Copy every line of the records below where the word "edges" occurs.

(Stored items)

···

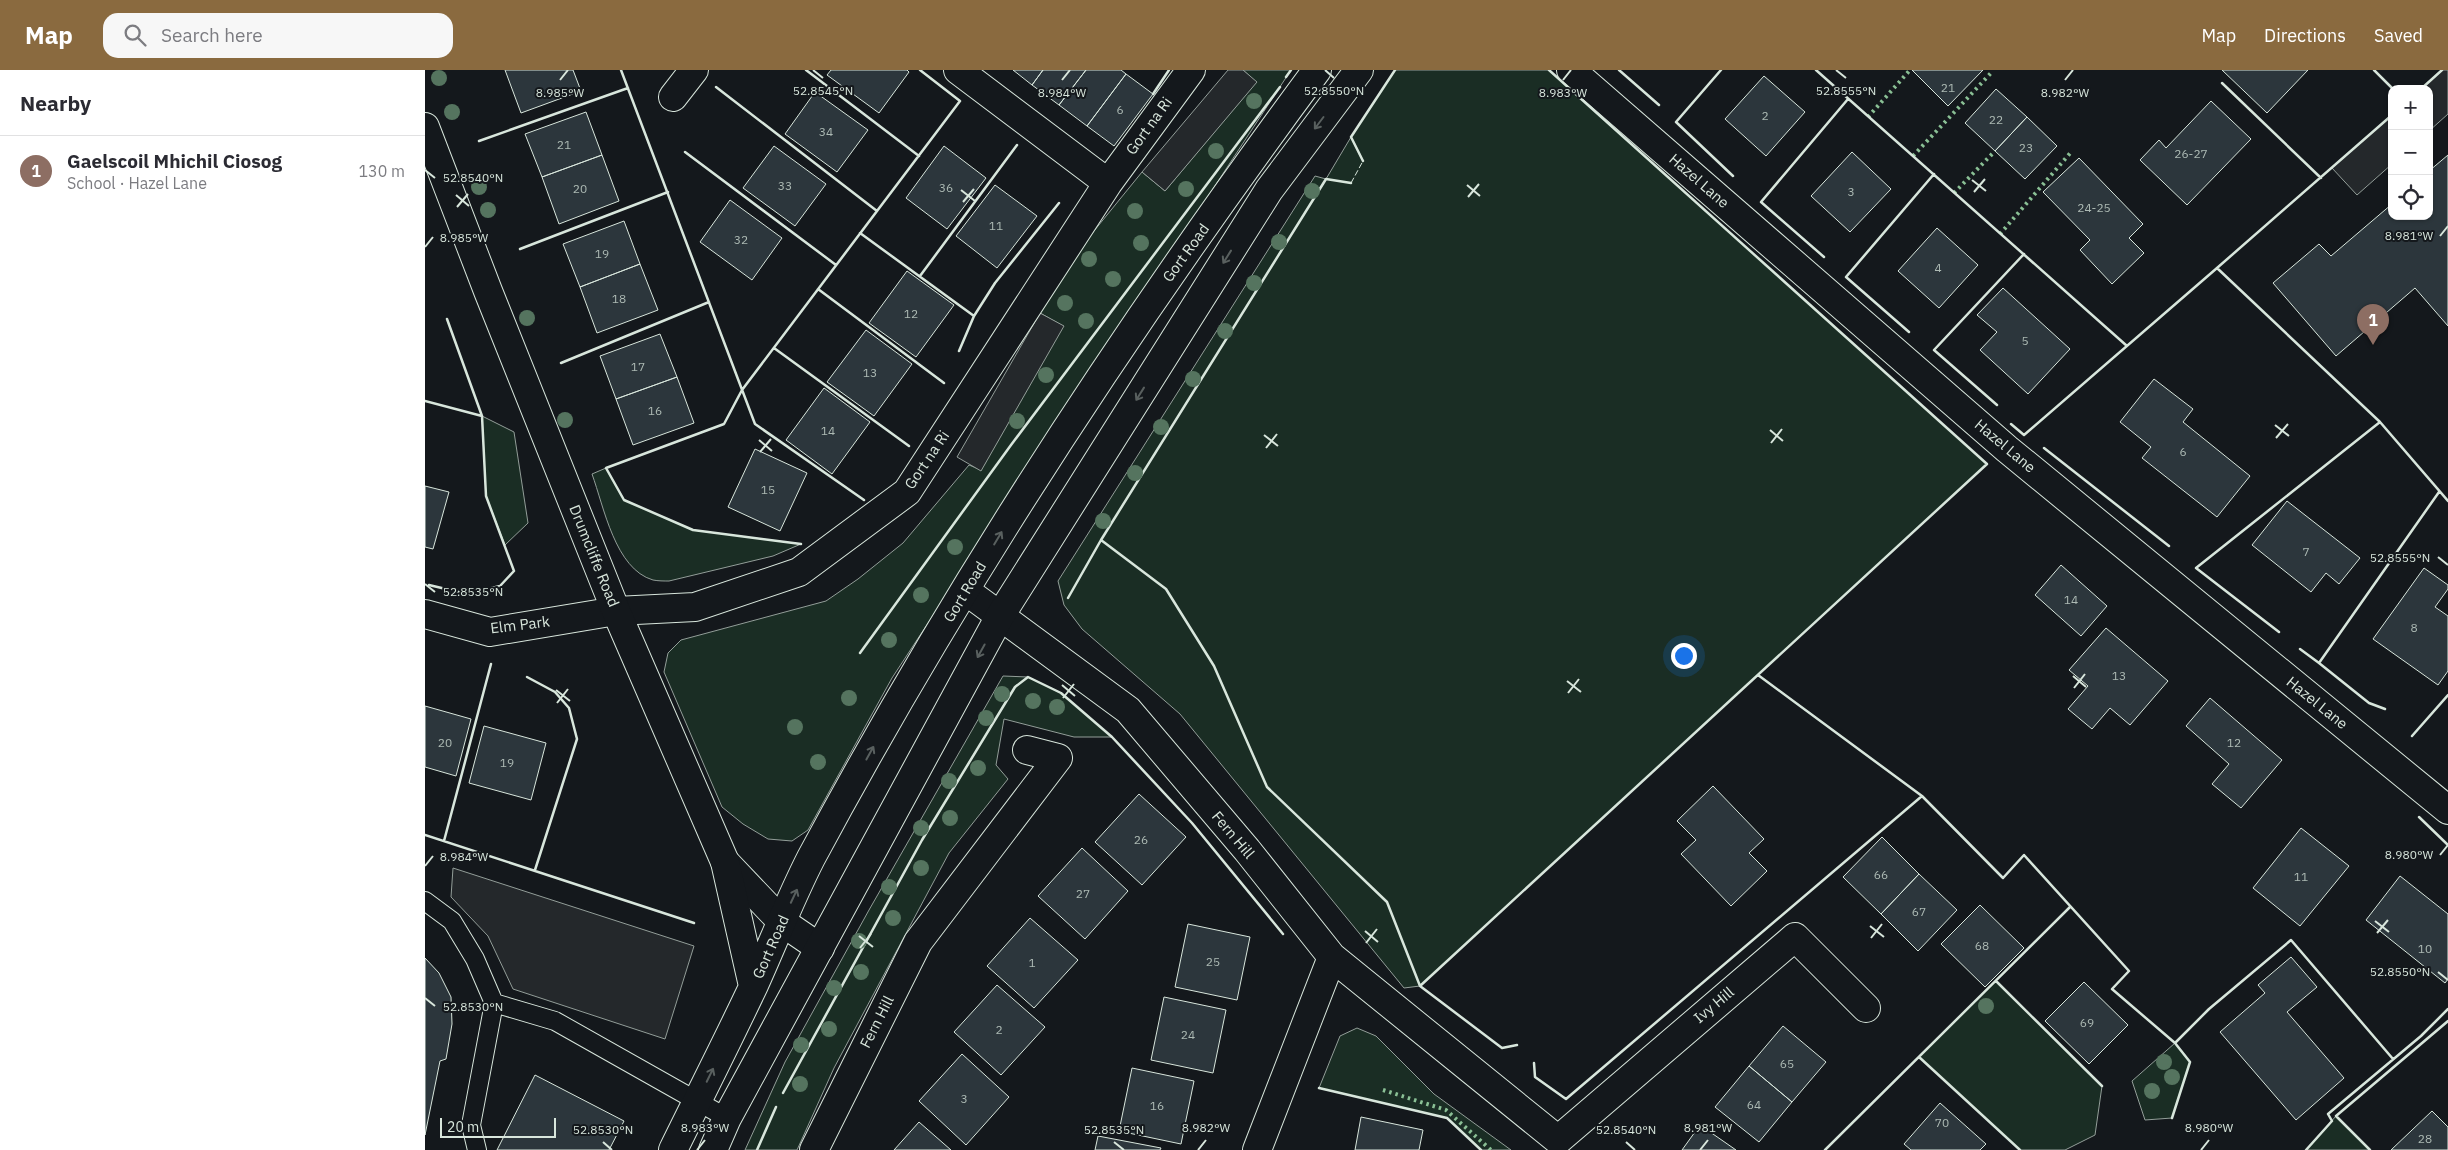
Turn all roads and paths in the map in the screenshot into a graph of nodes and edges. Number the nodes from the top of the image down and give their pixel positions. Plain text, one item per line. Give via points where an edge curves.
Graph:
1 (694, 70) edge
2 (958, 70) edge
3 (1191, 70) edge
4 (1317, 70) edge
5 (1359, 70) edge
6 (1571, 70) edge
7 (673, 97) dead end
8 (425, 128) edge
9 (1108, 183) junction
10 (966, 591) junction
11 (616, 611) junction
12 (425, 614) edge
13 (1000, 616) junction
14 (1027, 750) dead end
15 (2448, 810) edge
16 (725, 862) junction
17 (425, 901) edge
18 (782, 922) junction
19 (820, 948) junction
20 (1332, 957) junction
21 (753, 986) junction
22 (494, 1003) junction
23 (1865, 1008) dead end
24 (697, 1101) junction
25 (727, 1118) junction
26 (1564, 1145) edge
27 (477, 1150) edge
28 (673, 1150) edge
29 (713, 1150) edge
30 (814, 1150) edge
31 (1257, 1150) edge

1 - 7 street
2 - 9 street
3 - 9 street, Gort na Ri
10 -> 4 street, Gort Road via 1053,447 1127,335
5 -> 13 street via 1269,190
6 - 15 street, Hazel Lane via 2007,449
8 - 11 street, Drumcliffe Road
9 - 11 street, Gort na Ri via 907,492 799,572 695,607
10 - 13 street, Fern Hill
18 -> 10 street, Gort Road via 810,861
11 - 12 street, Elm Park via 490,632
11 - 16 street, Drumcliffe Road
13 -> 19 street
13 - 20 street, Fern Hill via 1128,710 1247,850
14 - 30 street, Fern Hill via 1058,758 918,942
16 - 18 street
16 - 21 street, Drumcliffe Road
17 - 22 lane via 452,921 475,959
18 - 19 street
18 - 21 street, Gort Road
19 - 25 street
20 - 26 street, Ivy Hill
20 - 31 street
24 -> 21 street, Gort Road
22 - 24 lane via 555,1021
22 - 27 lane via 471,1125
23 - 26 street, Ivy Hill via 1795,936
24 - 25 lane
24 - 28 street, Gort Road
25 - 29 street

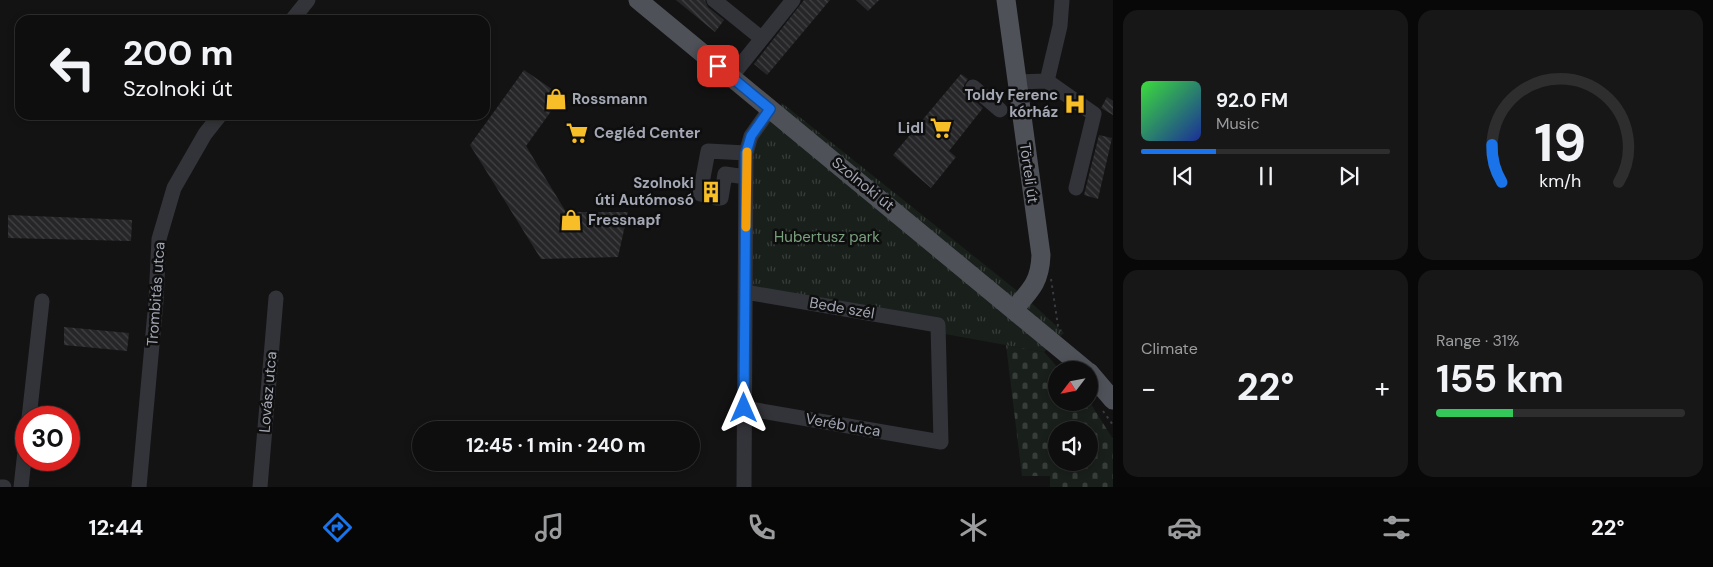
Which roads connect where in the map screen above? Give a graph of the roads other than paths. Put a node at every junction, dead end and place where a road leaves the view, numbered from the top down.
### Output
1 (308, 0) edge
2 (638, 0) edge
3 (714, 0) edge
4 (793, 0) edge
5 (1006, 0) edge
6 (1062, 0) edge
7 (296, 15) edge
8 (761, 38) junction
9 (731, 77) junction
10 (1047, 81) junction
11 (1017, 82) junction
12 (973, 87) dead end
13 (1020, 105) junction
14 (770, 109) junction
15 (216, 120) edge
16 (746, 153) junction
17 (746, 177) junction
18 (1076, 188) dead end
19 (745, 292) junction
20 (276, 298) dead end
21 (42, 301) dead end
22 (1014, 308) junction
23 (1076, 361) edge
24 (1098, 383) edge
25 (1113, 400) edge
26 (30, 406) edge
27 (744, 408) junction
28 (941, 442) joint
29 (23, 471) edge
30 (0, 487) edge
31 (4, 487) edge
32 (21, 487) edge
33 (139, 487) edge
34 (260, 487) edge
35 (744, 487) edge

1 - 7 street
2 - 9 main road, Szolnoki út
3 - 8 street
4 - 8 street
5 - 11 main road, Törteli út
6 - 10 street
8 - 9 street
9 - 14 main road, Szolnoki út
10 - 11 street
10 - 18 street
11 - 13 main road, Törteli út
12 - 13 street
13 - 22 main road, Törteli út
14 - 16 street
14 - 22 main road, Szolnoki út
15 - 33 street, Trombitás utca
16 - 17 street
16 - 17 street
17 - 19 street
19 - 27 street
19 - 28 street, Bede szél
20 - 34 street, Lovász utca
21 - 26 street
22 - 23 main road, Szolnoki út
24 - 25 main road, Szolnoki út
27 - 28 street, Veréb utca
27 - 35 street
29 - 32 street
30 - 31 street

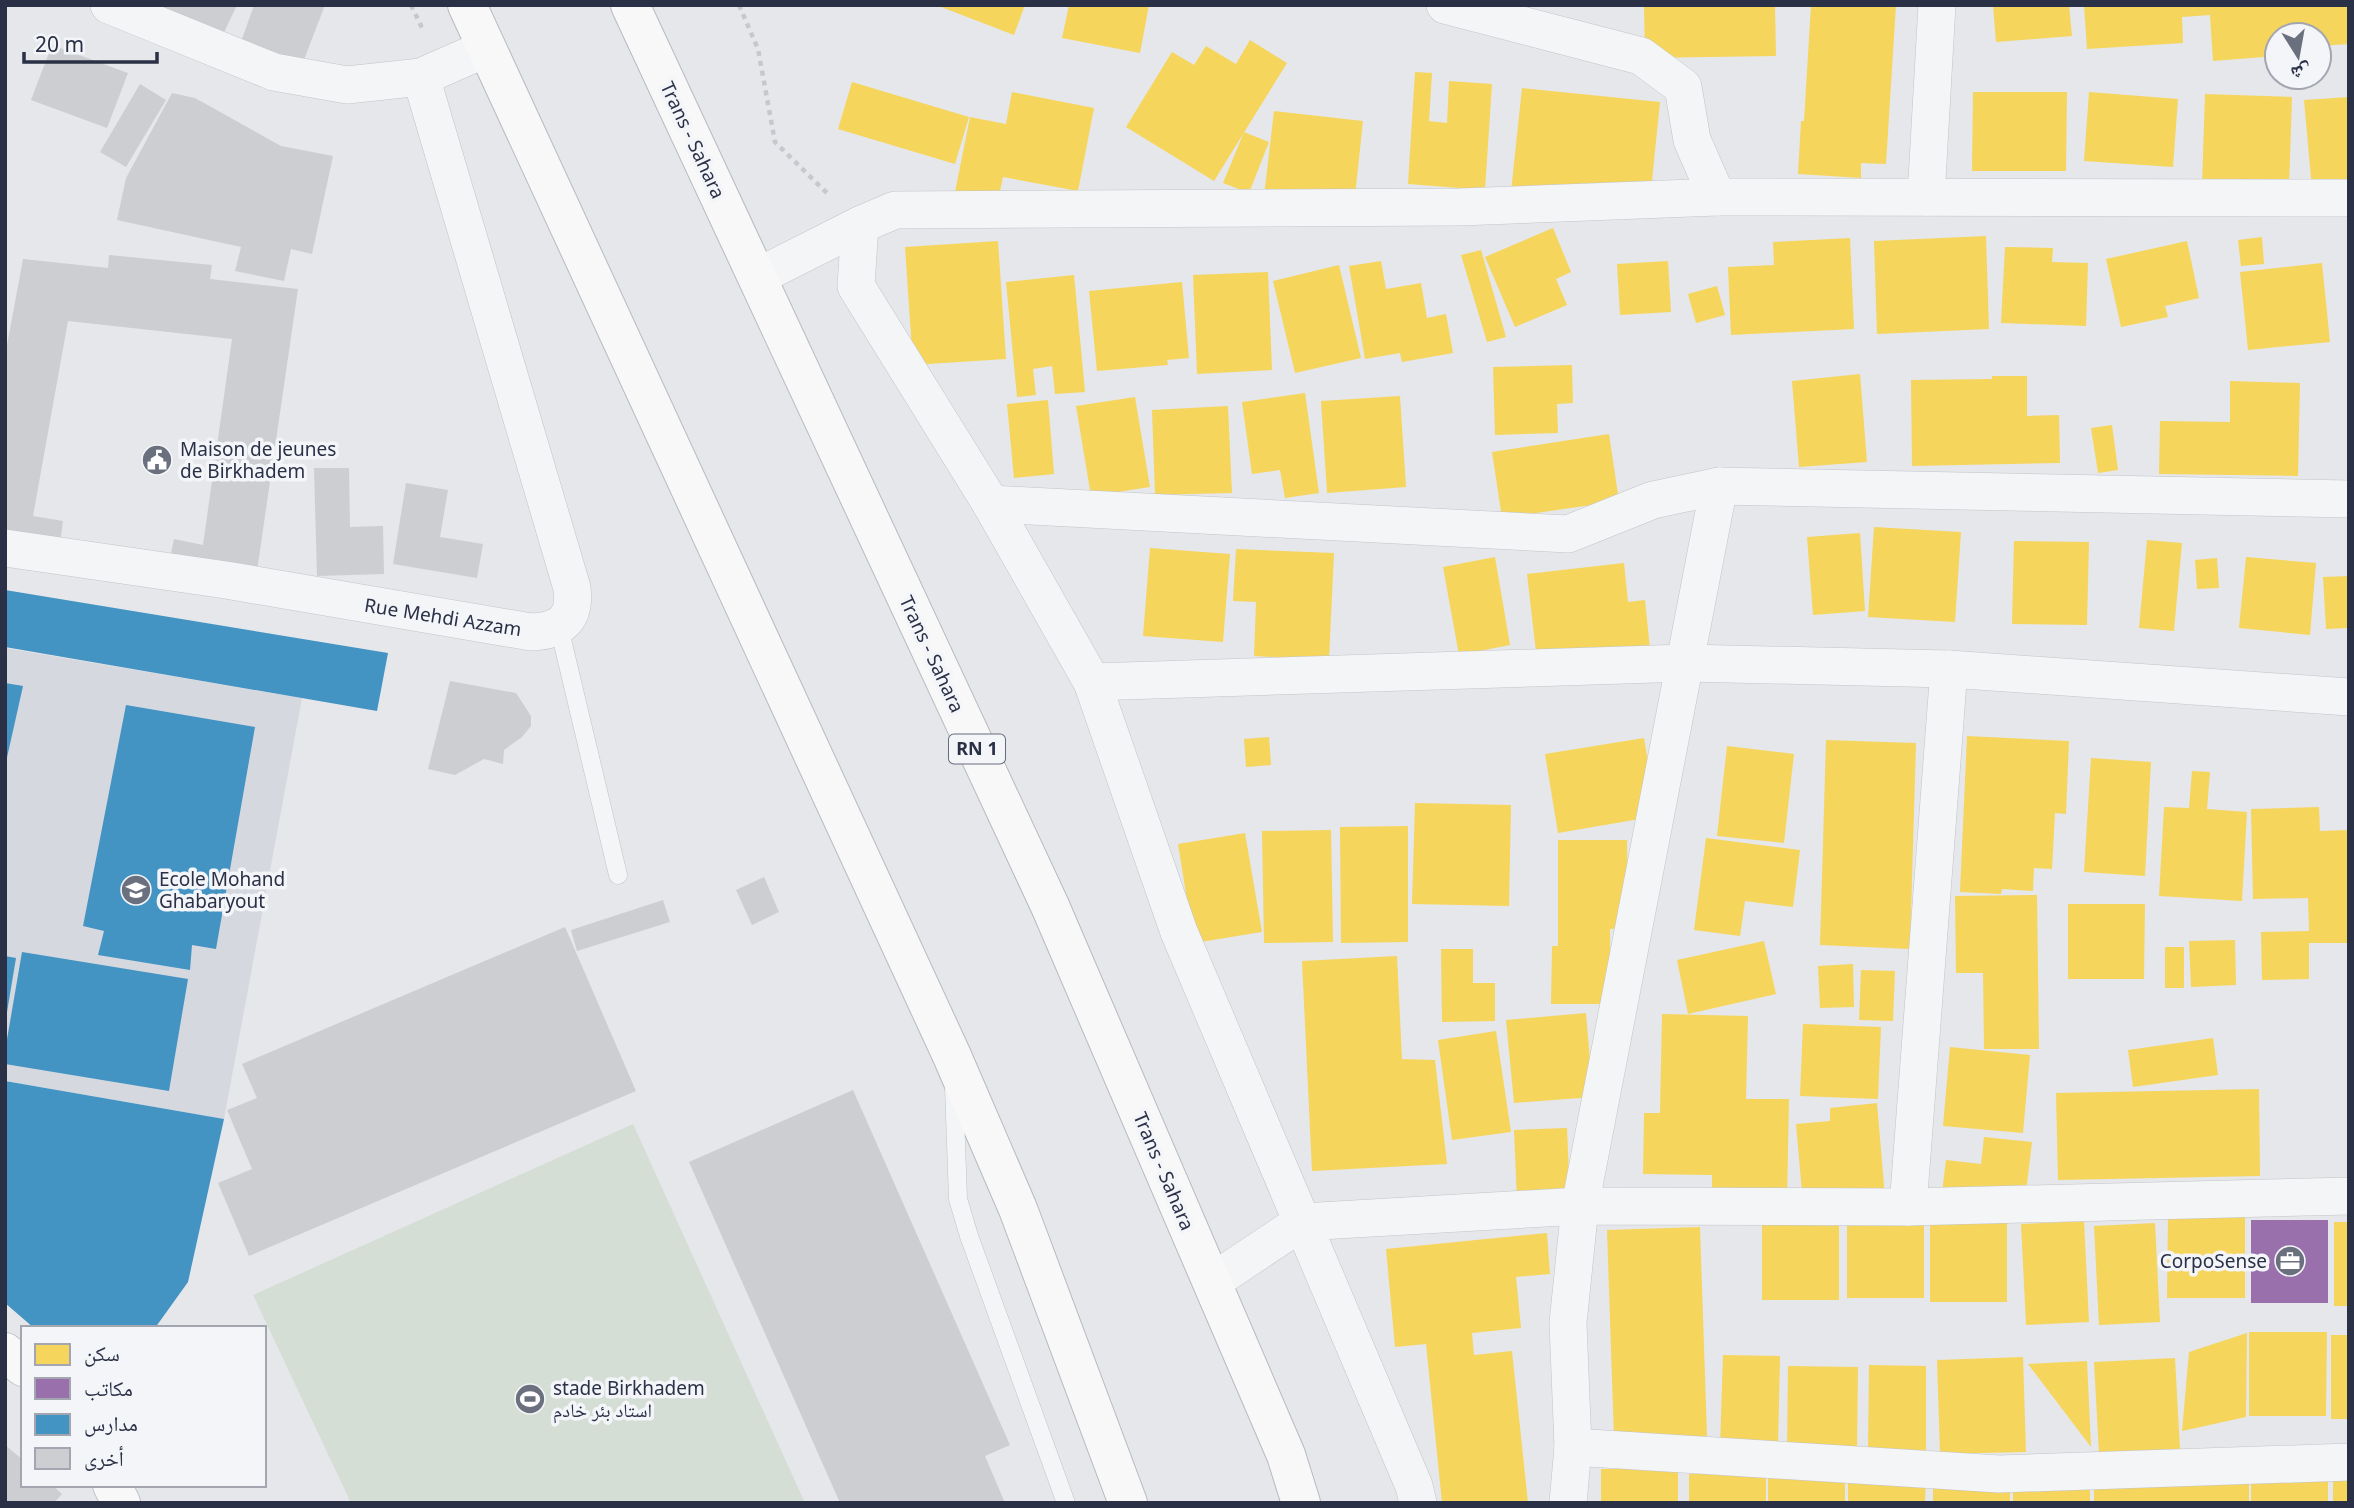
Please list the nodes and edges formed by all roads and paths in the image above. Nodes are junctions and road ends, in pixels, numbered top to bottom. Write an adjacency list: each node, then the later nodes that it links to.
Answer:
1 (109, 5): 8 (street)
2 (467, 5): 7 (main road)
3 (630, 5): 13 (main road, Trans - Sahara / RN 1)
4 (739, 5): 12 (path)
5 (1445, 5): 9 (street)
6 (1937, 5): 10 (street)
7 (487, 48): 8 (street); 24 (main road)
8 (421, 77): 18 (street)
9 (1717, 197): 10 (street); 12 (street)
10 (1926, 197): 11 (street)
11 (2349, 198)
12 (860, 225): 13 (street); 16 (street)
13 (757, 277): 29 (main road, Trans - Sahara / RN 1)
14 (1719, 486): 15 (street); 16 (street); 19 (street)
15 (2349, 499)
16 (990, 504): 21 (street)
17 (5, 548): 18 (street, Rue Mehdi Azzam)
18 (559, 627): 23 (lane)
19 (1686, 663): 20 (street); 21 (street); 26 (street)
20 (1949, 669): 22 (street); 27 (street)
21 (1092, 682): 28 (street)
22 (2349, 697)
23 (618, 874)
24 (952, 1056): 36 (lane); 37 (main road)
25 (2349, 1196): 27 (street)
26 (1580, 1206): 27 (street); 28 (street); 32 (street)
27 (1908, 1207)
28 (1302, 1222): 29 (street); 39 (street)
29 (1212, 1282): 38 (main road, Trans - Sahara / RN 1)
30 (5, 1352): 31 (main road)
31 (21, 1365)
32 (1573, 1447): 33 (street); 40 (street)
33 (2349, 1462)
34 (113, 1487): 35 (main road)
35 (121, 1503)
36 (1066, 1503)
37 (1128, 1503)
38 (1301, 1503)
39 (1418, 1503)
40 (1568, 1503)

···

▶ _Task solution_:
Turn all roads and paths in the map in the screenshot into a graph of nodes and edges. Number the nodes from the top of the image down and give their pixel positions. Plain text, one item per line. Give via points where an edge curves.
Please list the nodes and edges formed by all roads and paths in the image above. Nodes are junctions and road ends, in pixels, numbered top to bottom. Write an adjacency list: each node, then the later nodes that it links to.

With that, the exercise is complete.